* WHAT YOU SHOULD DO
Set every line of the listing down again, keeping it identical.

* MATERIAL FOR THIS TASK

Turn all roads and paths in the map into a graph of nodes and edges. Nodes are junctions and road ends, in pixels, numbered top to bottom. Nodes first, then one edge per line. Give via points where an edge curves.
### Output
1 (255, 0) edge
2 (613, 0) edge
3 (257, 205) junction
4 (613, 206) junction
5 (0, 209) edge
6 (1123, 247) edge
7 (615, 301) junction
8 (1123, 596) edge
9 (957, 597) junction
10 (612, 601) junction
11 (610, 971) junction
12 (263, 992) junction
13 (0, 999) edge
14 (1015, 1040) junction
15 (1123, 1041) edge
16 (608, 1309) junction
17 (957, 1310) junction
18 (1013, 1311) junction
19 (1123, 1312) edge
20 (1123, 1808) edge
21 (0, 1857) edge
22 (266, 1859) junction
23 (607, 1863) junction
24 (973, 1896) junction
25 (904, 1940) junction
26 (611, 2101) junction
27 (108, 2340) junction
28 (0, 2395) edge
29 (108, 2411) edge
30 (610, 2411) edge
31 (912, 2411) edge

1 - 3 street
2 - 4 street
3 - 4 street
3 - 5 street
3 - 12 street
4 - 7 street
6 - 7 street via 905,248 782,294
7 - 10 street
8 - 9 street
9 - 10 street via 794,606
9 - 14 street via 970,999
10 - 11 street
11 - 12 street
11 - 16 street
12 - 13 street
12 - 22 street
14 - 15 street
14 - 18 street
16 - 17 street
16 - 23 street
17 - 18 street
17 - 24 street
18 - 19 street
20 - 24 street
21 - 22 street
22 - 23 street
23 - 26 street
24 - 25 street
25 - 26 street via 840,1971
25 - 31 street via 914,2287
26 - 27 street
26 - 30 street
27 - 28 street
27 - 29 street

* SOLUTION TO THE EXERCISE
Turn all roads and paths in the map into a graph of nodes and edges. Nodes are junctions and road ends, in pixels, numbered top to bottom. Nodes first, then one edge per line. Give via points where an edge curves.
### Output
1 (255, 0) edge
2 (613, 0) edge
3 (257, 205) junction
4 (613, 206) junction
5 (0, 209) edge
6 (1123, 247) edge
7 (615, 301) junction
8 (1123, 596) edge
9 (957, 597) junction
10 (612, 601) junction
11 (610, 971) junction
12 (263, 992) junction
13 (0, 999) edge
14 (1015, 1040) junction
15 (1123, 1041) edge
16 (608, 1309) junction
17 (957, 1310) junction
18 (1013, 1311) junction
19 (1123, 1312) edge
20 (1123, 1808) edge
21 (0, 1857) edge
22 (266, 1859) junction
23 (607, 1863) junction
24 (973, 1896) junction
25 (904, 1940) junction
26 (611, 2101) junction
27 (108, 2340) junction
28 (0, 2395) edge
29 (108, 2411) edge
30 (610, 2411) edge
31 (912, 2411) edge

1 - 3 street
2 - 4 street
3 - 4 street
3 - 5 street
3 - 12 street
4 - 7 street
6 - 7 street via 905,248 782,294
7 - 10 street
8 - 9 street
9 - 10 street via 794,606
9 - 14 street via 970,999
10 - 11 street
11 - 12 street
11 - 16 street
12 - 13 street
12 - 22 street
14 - 15 street
14 - 18 street
16 - 17 street
16 - 23 street
17 - 18 street
17 - 24 street
18 - 19 street
20 - 24 street
21 - 22 street
22 - 23 street
23 - 26 street
24 - 25 street
25 - 26 street via 840,1971
25 - 31 street via 914,2287
26 - 27 street
26 - 30 street
27 - 28 street
27 - 29 street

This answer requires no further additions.